Longtemps, le coureur de Visma y était attendu comme le Messie par tout un pays, exerçant sur lui une pression colossale. Elle s’est amoindrie au fil des déceptions et de l’emprise du duo Pogacar-Van der Poel, qui à défaut ont offert à Van Aert un élan de sympathie grandissant. Vendredi, face à la presse, le Belge est apparu souriant et serein et quand on lui en a fait la remarque, il a acquiescé. “Je suis certainement plus détendu qu’il y a quelques années. Je profite davantage du processus. J’accepte plus facilement certaines choses. C’est lié à l’expérience et à l’âge. Plus vieux et plus sage.” Cela lui permet de mieux appréhender cette période ambivalente, à la fois “très stressante” mais qui constitue aussi “l’une des meilleures semaines de l’année, d’être là, au centre de l’attention, sur peut-être la plus belle scène du monde”. “En tant que Belge courir ces classiques est l’une des meilleures choses qui puisse vous arriver. Pendant la reconnaissance du parcours, j’avais encore la chair de poule”, a-t-il ajouté.

“Tout devra être réuni”

Il s’est rassuré d’entrée avec une dixième place aux Strade Bianche, confirmé par un podium à Sanremo derrière Pogacar et Tom Pidcock, avant de se montrer hyper actif à Wevelgem et dans A Travers la Flandre, à l’avant, comme au bon vieux temps. “Wout a montré (…) qu’il était redevenu un des coureurs les plus forts du peloton. Sur le Tour des Flandres, les meilleurs vont inévitablement se retrouver devant à la fin et Wout y sera”, insiste son directeur sportif Grischa Niermann. Van Aert refuse de s’emballer, désignant Van der Poel et Pogacar comme “les grands favoris.” Il s’est même agacé qu’on l’intègre dans les quatre fantastiques avec aussi Remco Evenepoel. L’ancien coureur belge Greg Van Avermaet, qui a remporté Paris-Roubaix mais s’est toujours cassé les dents sur le Ronde, estime aussi que Pogacar et “MVDP” “sont un cran au-dessus” sur ce parcours. “Pour Van Aert, tout devra être réuni au moment juste : condition, scénario de course, ouverture tactique…”, énumère-t-il dans le journal Le Soir. Mais Van Aert est clairement “très affûté”, constate son ami Daan Soete, et le Belge veut courir comme il “l’aime”, c’est-à-dire “de manière agressive”. A cet égard, la participation d’Evenepoel pourrait lui offrir un allié de circonstance. “Ce que j’aime chez lui, c’est qu’il est toujours offensif. Et c’est aussi comme ça que je me vois, donc cela pourrait bien fonctionner. L’objectif est de tout donner et de pouvoir me battre pour la victoire, sans rien regretter.

Pourquoi cela dérange

La pression qui pèse sur Van Aert est le reflet d’une société qui attend des héros, mais qui semble oublier que même les plus grands peuvent trébucher. Alors que ses rivaux s’illustrent, Van Aert se retrouve à jongler avec des attentes démesurées, un peu comme un politicien promettant monts et merveilles sans jamais vraiment livrer. Le contraste entre ses performances passées et ses luttes actuelles est une ironie cruelle, soulignant la fragilité de la gloire.

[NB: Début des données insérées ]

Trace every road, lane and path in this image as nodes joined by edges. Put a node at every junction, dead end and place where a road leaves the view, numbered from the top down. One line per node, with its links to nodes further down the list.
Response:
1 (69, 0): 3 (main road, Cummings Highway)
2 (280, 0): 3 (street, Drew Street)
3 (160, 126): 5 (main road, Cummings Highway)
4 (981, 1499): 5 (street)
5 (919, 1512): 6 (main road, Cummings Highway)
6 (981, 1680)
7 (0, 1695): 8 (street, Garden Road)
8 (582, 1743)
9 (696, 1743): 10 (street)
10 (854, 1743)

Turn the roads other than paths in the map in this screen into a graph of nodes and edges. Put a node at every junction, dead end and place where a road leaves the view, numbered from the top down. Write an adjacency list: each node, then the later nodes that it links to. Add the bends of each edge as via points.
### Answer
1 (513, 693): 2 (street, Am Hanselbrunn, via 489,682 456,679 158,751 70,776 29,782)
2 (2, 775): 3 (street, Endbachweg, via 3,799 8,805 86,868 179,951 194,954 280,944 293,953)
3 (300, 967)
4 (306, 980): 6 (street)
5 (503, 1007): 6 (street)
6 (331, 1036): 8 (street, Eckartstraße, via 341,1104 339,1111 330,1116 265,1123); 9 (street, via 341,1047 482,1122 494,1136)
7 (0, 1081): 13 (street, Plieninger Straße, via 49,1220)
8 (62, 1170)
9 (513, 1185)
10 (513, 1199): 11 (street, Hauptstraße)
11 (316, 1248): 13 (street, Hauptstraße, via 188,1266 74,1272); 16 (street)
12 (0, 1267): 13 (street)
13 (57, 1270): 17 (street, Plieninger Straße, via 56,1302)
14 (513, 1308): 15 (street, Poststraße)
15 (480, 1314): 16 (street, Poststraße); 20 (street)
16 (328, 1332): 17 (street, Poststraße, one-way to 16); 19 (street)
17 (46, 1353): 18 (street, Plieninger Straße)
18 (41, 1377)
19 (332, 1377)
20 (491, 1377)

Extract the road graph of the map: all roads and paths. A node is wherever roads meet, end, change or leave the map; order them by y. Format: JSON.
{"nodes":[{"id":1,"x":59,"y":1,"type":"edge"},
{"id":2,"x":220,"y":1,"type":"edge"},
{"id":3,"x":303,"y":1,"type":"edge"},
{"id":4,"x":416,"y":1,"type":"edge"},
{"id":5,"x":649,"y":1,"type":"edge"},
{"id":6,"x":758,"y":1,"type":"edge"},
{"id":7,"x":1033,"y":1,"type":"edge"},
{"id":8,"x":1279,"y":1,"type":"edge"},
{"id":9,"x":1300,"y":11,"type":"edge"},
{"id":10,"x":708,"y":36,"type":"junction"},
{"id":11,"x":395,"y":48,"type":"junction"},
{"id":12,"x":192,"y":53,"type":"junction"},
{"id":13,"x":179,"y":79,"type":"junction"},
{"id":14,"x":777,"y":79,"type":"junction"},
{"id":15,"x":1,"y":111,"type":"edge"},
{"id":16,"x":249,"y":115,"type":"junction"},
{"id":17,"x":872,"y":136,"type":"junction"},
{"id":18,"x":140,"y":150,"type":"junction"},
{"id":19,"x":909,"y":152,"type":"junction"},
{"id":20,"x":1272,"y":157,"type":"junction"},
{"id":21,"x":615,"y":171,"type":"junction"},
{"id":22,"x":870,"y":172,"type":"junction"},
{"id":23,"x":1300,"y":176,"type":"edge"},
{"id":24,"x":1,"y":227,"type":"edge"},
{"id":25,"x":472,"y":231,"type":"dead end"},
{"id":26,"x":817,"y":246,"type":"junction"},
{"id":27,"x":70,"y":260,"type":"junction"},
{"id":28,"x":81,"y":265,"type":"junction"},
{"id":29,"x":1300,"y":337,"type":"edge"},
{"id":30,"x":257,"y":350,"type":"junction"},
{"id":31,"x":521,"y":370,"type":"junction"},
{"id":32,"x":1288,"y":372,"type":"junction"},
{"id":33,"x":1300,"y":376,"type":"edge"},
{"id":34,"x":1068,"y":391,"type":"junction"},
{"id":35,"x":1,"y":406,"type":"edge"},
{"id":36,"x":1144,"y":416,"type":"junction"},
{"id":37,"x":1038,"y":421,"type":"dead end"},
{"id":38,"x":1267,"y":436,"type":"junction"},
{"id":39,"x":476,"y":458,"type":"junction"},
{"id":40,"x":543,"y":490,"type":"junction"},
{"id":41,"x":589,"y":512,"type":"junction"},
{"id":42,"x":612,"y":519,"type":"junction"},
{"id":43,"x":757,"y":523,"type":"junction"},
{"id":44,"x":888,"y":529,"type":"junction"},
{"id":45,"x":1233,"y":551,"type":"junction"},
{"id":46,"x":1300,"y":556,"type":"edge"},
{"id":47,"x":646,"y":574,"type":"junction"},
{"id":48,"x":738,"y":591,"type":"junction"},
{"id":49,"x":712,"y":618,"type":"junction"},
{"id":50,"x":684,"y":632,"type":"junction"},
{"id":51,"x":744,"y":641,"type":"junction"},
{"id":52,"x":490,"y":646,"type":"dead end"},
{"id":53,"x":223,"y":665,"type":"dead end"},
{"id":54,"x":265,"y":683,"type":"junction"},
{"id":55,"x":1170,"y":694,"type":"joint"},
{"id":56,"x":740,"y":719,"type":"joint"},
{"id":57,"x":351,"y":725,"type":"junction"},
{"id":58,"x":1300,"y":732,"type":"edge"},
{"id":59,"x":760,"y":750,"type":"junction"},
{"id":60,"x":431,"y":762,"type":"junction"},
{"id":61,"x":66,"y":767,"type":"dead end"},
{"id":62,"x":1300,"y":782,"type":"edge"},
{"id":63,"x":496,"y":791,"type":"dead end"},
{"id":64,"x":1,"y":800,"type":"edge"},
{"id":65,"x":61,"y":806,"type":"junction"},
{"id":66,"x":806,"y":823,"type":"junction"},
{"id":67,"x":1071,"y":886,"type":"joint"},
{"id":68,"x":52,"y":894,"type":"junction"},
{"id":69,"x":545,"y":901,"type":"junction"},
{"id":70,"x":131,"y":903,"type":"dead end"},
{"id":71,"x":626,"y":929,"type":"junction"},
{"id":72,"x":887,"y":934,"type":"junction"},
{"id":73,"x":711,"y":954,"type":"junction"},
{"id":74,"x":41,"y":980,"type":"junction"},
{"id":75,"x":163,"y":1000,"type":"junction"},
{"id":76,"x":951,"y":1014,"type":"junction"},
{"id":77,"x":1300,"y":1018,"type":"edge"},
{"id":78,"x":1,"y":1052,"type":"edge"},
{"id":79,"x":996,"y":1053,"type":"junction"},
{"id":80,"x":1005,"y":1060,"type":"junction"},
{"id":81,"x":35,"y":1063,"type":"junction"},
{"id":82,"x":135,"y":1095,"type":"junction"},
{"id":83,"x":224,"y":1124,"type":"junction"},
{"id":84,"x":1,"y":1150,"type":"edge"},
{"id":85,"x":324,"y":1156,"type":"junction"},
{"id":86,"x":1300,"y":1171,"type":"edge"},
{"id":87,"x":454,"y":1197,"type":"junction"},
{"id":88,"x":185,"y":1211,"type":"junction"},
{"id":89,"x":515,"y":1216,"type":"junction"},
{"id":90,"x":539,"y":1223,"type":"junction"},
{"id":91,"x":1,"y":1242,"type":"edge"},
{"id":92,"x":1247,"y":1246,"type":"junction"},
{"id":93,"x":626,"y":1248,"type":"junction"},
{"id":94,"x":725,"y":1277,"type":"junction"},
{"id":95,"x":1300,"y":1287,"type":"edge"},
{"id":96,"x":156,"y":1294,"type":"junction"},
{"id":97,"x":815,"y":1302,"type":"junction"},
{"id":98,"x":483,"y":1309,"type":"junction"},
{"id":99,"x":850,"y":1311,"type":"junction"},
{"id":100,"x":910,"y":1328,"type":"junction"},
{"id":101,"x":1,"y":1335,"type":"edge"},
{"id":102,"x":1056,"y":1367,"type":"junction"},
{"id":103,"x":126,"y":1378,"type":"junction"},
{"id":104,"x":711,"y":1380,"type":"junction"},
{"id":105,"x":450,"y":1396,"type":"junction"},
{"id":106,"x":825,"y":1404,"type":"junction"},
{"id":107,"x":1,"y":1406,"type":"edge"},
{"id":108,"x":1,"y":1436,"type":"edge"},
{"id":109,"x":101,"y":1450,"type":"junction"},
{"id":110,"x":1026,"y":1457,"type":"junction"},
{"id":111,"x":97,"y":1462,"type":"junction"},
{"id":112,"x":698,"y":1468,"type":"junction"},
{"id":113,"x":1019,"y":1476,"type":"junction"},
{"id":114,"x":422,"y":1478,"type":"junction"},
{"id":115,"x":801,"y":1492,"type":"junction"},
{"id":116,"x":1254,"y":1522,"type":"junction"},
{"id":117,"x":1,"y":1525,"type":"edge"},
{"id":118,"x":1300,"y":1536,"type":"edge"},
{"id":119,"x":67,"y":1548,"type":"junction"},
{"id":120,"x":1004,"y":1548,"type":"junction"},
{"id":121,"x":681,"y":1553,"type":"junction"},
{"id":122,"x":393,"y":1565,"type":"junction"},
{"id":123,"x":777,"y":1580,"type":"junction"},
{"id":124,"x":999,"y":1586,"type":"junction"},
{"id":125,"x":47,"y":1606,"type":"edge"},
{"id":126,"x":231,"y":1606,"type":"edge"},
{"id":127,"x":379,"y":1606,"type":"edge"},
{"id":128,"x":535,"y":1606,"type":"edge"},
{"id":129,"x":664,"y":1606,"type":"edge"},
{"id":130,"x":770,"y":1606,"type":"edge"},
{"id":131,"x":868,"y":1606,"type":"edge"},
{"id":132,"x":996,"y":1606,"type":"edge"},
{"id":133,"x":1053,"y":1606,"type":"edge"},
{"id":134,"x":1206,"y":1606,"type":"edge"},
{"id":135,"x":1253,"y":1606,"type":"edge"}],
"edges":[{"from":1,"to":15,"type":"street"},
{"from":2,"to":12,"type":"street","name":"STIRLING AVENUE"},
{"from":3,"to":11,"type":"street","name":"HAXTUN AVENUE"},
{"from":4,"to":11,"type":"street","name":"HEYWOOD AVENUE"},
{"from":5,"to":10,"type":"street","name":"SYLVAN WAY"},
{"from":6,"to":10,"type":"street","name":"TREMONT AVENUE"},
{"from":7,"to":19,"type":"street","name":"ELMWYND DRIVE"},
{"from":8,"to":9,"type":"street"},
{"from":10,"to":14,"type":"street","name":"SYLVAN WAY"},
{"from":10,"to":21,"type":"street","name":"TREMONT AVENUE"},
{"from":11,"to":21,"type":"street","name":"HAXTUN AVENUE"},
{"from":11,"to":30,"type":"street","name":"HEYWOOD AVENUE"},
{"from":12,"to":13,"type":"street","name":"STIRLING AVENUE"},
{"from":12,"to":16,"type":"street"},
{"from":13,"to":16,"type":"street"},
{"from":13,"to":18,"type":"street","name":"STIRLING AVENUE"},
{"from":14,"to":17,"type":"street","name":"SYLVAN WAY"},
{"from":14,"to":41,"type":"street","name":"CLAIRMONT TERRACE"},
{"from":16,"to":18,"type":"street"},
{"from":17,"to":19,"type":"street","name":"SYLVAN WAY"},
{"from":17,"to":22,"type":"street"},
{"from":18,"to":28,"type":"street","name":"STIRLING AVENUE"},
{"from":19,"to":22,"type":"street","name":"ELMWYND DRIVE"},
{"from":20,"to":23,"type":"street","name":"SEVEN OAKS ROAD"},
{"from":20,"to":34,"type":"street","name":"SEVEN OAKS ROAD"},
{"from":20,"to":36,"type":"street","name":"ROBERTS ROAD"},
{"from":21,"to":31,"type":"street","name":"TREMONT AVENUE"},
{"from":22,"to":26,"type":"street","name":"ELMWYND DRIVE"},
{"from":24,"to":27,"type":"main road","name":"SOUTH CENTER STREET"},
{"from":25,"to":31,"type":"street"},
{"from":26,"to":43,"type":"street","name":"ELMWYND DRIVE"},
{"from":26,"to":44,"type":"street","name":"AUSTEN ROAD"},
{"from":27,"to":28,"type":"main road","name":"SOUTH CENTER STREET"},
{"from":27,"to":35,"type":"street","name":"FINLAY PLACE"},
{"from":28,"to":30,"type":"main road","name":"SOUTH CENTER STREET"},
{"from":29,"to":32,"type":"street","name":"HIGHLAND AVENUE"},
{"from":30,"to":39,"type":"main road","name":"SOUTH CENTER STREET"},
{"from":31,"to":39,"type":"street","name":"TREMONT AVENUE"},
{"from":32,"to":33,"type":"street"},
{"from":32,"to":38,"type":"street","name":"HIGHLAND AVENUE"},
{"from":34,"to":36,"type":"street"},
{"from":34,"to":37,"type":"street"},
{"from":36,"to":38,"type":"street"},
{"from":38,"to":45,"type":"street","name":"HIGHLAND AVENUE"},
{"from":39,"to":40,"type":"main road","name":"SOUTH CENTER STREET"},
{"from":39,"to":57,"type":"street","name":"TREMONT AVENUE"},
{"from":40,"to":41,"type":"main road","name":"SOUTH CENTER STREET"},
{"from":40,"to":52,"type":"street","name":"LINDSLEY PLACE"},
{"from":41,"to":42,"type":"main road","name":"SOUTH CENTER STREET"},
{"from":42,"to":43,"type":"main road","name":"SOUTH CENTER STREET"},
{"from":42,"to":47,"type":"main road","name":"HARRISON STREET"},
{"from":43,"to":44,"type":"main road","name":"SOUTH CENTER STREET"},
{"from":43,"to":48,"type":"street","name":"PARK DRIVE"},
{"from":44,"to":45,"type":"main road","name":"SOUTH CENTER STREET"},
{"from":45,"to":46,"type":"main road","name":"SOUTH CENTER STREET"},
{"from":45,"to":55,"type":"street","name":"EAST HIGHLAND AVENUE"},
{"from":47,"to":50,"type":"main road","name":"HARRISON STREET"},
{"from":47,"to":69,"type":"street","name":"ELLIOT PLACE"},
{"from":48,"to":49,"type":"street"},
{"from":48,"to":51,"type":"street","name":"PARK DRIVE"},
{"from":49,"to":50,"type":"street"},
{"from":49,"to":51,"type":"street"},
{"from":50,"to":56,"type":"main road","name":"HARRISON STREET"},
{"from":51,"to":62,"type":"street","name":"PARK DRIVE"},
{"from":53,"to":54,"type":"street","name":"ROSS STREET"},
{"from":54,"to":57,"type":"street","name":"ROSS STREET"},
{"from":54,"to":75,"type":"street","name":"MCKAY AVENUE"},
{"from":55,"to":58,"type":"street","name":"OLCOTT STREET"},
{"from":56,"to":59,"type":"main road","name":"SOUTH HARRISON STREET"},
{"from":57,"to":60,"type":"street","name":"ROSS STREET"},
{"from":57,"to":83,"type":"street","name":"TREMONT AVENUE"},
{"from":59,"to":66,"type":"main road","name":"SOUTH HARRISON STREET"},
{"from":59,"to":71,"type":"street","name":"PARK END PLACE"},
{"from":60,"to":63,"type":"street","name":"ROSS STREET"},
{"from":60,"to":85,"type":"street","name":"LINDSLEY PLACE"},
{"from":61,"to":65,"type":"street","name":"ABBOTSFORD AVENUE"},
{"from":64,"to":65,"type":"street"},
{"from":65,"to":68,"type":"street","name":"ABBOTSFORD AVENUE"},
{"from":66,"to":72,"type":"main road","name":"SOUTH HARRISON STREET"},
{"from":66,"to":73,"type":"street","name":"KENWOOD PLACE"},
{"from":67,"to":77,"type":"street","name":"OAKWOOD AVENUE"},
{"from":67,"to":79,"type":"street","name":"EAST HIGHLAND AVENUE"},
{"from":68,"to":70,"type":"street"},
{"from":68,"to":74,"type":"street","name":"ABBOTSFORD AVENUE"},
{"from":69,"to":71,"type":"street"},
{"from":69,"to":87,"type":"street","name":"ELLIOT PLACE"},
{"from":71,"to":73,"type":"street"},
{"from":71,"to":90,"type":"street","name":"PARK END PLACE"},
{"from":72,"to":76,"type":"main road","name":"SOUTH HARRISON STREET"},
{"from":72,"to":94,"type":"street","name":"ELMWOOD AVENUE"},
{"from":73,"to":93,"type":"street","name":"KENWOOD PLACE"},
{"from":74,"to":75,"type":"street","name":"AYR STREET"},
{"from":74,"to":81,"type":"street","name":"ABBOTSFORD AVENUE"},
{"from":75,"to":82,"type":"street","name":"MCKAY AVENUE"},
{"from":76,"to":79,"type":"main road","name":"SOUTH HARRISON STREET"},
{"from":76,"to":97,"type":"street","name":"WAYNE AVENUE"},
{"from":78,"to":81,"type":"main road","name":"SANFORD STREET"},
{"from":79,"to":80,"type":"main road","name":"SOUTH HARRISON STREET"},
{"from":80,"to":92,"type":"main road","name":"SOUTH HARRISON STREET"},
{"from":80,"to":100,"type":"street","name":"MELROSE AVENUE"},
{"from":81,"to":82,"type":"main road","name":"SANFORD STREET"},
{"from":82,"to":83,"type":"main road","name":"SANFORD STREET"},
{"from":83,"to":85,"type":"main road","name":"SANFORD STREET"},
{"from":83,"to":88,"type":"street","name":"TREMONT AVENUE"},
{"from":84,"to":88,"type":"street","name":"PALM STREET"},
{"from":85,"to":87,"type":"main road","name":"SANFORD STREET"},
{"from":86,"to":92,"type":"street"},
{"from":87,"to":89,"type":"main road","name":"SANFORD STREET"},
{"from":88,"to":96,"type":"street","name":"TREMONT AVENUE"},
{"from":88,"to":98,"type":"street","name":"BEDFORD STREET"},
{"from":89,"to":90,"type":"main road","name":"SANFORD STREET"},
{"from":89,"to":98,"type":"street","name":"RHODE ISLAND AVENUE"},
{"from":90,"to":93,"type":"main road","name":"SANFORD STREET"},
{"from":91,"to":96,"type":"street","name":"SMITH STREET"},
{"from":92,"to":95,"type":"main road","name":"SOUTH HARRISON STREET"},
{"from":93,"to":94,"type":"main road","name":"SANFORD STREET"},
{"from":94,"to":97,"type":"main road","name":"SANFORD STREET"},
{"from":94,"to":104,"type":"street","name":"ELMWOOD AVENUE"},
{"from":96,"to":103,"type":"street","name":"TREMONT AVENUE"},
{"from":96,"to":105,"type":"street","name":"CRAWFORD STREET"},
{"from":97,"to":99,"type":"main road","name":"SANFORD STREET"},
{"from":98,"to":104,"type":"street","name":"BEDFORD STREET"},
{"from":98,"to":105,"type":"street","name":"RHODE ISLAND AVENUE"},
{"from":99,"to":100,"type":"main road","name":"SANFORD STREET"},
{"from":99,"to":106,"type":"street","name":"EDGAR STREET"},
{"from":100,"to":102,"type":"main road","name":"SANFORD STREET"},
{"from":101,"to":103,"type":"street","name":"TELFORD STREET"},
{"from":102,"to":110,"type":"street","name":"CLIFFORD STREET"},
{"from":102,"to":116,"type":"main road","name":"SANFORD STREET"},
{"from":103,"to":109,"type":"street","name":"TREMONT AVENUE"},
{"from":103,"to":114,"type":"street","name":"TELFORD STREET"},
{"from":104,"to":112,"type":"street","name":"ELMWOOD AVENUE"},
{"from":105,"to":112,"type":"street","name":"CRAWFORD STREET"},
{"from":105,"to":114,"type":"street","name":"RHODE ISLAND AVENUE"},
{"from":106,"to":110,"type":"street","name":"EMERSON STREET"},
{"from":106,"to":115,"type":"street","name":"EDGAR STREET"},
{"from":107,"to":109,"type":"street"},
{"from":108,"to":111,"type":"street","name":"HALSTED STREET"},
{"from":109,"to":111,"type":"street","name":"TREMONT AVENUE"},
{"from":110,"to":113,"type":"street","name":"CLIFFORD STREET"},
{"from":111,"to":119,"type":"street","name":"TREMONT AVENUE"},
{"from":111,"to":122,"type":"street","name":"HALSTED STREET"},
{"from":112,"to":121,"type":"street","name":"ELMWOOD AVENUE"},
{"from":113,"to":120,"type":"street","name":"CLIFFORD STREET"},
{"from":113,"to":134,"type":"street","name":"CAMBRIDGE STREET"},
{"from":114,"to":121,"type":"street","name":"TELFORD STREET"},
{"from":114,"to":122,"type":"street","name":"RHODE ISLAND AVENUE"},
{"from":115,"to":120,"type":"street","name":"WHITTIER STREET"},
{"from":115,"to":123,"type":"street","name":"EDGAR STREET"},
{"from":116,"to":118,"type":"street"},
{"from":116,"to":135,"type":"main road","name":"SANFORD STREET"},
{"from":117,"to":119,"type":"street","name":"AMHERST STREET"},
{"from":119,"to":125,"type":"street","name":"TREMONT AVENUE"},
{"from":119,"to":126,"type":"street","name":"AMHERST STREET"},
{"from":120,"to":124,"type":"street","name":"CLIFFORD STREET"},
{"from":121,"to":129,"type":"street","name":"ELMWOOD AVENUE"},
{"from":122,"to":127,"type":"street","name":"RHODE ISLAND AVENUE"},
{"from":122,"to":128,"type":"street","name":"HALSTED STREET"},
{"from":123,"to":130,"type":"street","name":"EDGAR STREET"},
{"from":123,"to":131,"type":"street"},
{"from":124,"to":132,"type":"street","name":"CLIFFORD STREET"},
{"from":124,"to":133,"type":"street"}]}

Ce que cela implique concrètement

La réalité est que Van Aert, malgré ses cicatrices et ses luttes, reste un symbole d’espoir pour de nombreux fans. Mais dans un monde où les résultats sont souvent plus importants que le parcours, il doit naviguer entre la pression de la performance et la nécessité de se reconstruire. Cela soulève des questions sur la manière dont nous valorisons nos athlètes et sur les attentes irréalistes que nous plaçons sur eux.

Lecture satirique

Dans un monde où les discours politiques sont souvent déconnectés de la réalité, la trajectoire de Van Aert pourrait servir de métaphore. Les promesses de victoire et de gloire se heurtent à la dure réalité des blessures et des échecs. Comme un politicien qui promet le changement tout en continuant à jouer le même vieux jeu, Van Aert doit faire face à un scénario où la réalité ne correspond pas aux attentes. Ses déclarations sur la détente et l’acceptation de soi semblent presque trop belles pour être vraies, comme un slogan électoral qui ne tient pas la route.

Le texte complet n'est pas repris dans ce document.